Calcium and other minerals and vitamins must be taken by mouth to be absorbed and laid down in the bones Diet is therefore of importance. We should all eat foods rich in calcium. The body requirement is covered by 900 mL of milk per day (full or skim milk) or 600 ml of milk and 30 g of cheese. Foods rich in calcium are cheese, yoghurt, egg yolks, green vegetables and nuts – the ingredients of any good diet. If your diet is adequate, you will be obtaining some calcium from other foods, and 600 mL of milk is then sufficient.
It is a difficult task keeping in shape at this time, so milk, eggs, nuts and cheese may not be eaten in sufficient quantities, if at all.

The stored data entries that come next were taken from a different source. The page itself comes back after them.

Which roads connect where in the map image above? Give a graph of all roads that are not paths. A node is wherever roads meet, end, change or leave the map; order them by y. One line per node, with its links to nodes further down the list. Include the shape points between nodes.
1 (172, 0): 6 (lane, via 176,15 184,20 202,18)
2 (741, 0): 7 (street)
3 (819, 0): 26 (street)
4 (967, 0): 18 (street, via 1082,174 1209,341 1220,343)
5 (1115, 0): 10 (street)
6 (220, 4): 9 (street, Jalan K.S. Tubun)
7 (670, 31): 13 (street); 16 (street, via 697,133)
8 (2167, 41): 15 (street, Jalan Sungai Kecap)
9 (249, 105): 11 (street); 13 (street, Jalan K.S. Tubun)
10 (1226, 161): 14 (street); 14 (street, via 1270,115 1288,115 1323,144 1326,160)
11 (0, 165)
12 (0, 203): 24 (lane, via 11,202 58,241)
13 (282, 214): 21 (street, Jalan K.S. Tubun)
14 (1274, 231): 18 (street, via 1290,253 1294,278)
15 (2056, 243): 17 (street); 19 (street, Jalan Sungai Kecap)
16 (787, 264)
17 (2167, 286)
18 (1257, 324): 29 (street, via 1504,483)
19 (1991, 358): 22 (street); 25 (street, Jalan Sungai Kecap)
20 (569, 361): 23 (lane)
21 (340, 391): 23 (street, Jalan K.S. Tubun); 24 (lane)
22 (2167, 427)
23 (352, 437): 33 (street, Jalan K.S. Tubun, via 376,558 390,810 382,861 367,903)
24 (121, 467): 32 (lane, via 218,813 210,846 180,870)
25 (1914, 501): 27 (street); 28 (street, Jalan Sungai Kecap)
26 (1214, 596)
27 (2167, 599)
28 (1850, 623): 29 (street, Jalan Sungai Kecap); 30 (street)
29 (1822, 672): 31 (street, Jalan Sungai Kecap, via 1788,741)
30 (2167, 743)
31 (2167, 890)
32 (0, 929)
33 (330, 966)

To prevent bone loss, particularly in those women with a family history of osteoporosis, calcium supplements of about 1 g each day should be taken if the diet is deficient in milk, even before the menopause. Calcium should be taken only after consultation with your doctor as overdosage can produce problems elsewhere, for example the formation of kidney stones. Studies at both the Royal Women’s Hospital and Prince Henry’s Hospital in Melbourne showed that 75 per cent of women had insufficient calcium in their diet.
Alcohol and smoking
Bone loss is also accelerated by excessive alcohol consumption, and it is known that heavy smokers lose bone twice as rapidly as non-smoking menopausal women. This is said to apply also to men who smoke.
Prevention and treatment
It is up to you to cut down on alcohol and cigarettes, exercise well, and have a diet rich in calcium foods. This may need supplements if your diet is restricted for weight reduction or maintenance. Oestrogens are not universally prescribed for all women, as the benefits must be weighed against the side-effects.
It is important for women who have had an early menopause, either naturally occurring or artificially induced, to take oestrogens at least into their fifties (when they would normally have reached the menopause), in order to prevent bone loss.